* _About this task_
Look at the entries below and reproduce them exactly.

Entries taken from a collection

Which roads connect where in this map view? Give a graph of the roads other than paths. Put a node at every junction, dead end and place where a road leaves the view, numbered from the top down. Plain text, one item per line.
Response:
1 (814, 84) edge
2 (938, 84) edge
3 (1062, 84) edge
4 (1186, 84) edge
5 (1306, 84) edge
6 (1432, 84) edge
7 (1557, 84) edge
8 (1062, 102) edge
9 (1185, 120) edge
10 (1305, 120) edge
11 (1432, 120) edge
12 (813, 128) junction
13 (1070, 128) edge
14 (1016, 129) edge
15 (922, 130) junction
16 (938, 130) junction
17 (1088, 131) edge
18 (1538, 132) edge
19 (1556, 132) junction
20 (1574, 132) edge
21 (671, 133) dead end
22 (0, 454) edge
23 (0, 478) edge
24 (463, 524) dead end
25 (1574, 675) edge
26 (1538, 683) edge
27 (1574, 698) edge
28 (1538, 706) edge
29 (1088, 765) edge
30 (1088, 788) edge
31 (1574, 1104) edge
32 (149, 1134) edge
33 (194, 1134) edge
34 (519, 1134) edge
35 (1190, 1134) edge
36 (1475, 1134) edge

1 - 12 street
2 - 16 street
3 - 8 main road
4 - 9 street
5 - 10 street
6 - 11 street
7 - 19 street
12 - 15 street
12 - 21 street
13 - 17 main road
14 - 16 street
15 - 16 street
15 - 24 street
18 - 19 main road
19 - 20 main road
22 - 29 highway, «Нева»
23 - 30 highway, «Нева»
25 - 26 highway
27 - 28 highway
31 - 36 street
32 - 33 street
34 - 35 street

* _Solution to this problem_
Which roads connect where in this map view? Give a graph of the roads other than paths. Put a node at every junction, dead end and place where a road leaves the view, numbered from the top down. Plain text, one item per line.
Response:
1 (814, 84) edge
2 (938, 84) edge
3 (1062, 84) edge
4 (1186, 84) edge
5 (1306, 84) edge
6 (1432, 84) edge
7 (1557, 84) edge
8 (1062, 102) edge
9 (1185, 120) edge
10 (1305, 120) edge
11 (1432, 120) edge
12 (813, 128) junction
13 (1070, 128) edge
14 (1016, 129) edge
15 (922, 130) junction
16 (938, 130) junction
17 (1088, 131) edge
18 (1538, 132) edge
19 (1556, 132) junction
20 (1574, 132) edge
21 (671, 133) dead end
22 (0, 454) edge
23 (0, 478) edge
24 (463, 524) dead end
25 (1574, 675) edge
26 (1538, 683) edge
27 (1574, 698) edge
28 (1538, 706) edge
29 (1088, 765) edge
30 (1088, 788) edge
31 (1574, 1104) edge
32 (149, 1134) edge
33 (194, 1134) edge
34 (519, 1134) edge
35 (1190, 1134) edge
36 (1475, 1134) edge

1 - 12 street
2 - 16 street
3 - 8 main road
4 - 9 street
5 - 10 street
6 - 11 street
7 - 19 street
12 - 15 street
12 - 21 street
13 - 17 main road
14 - 16 street
15 - 16 street
15 - 24 street
18 - 19 main road
19 - 20 main road
22 - 29 highway, «Нева»
23 - 30 highway, «Нева»
25 - 26 highway
27 - 28 highway
31 - 36 street
32 - 33 street
34 - 35 street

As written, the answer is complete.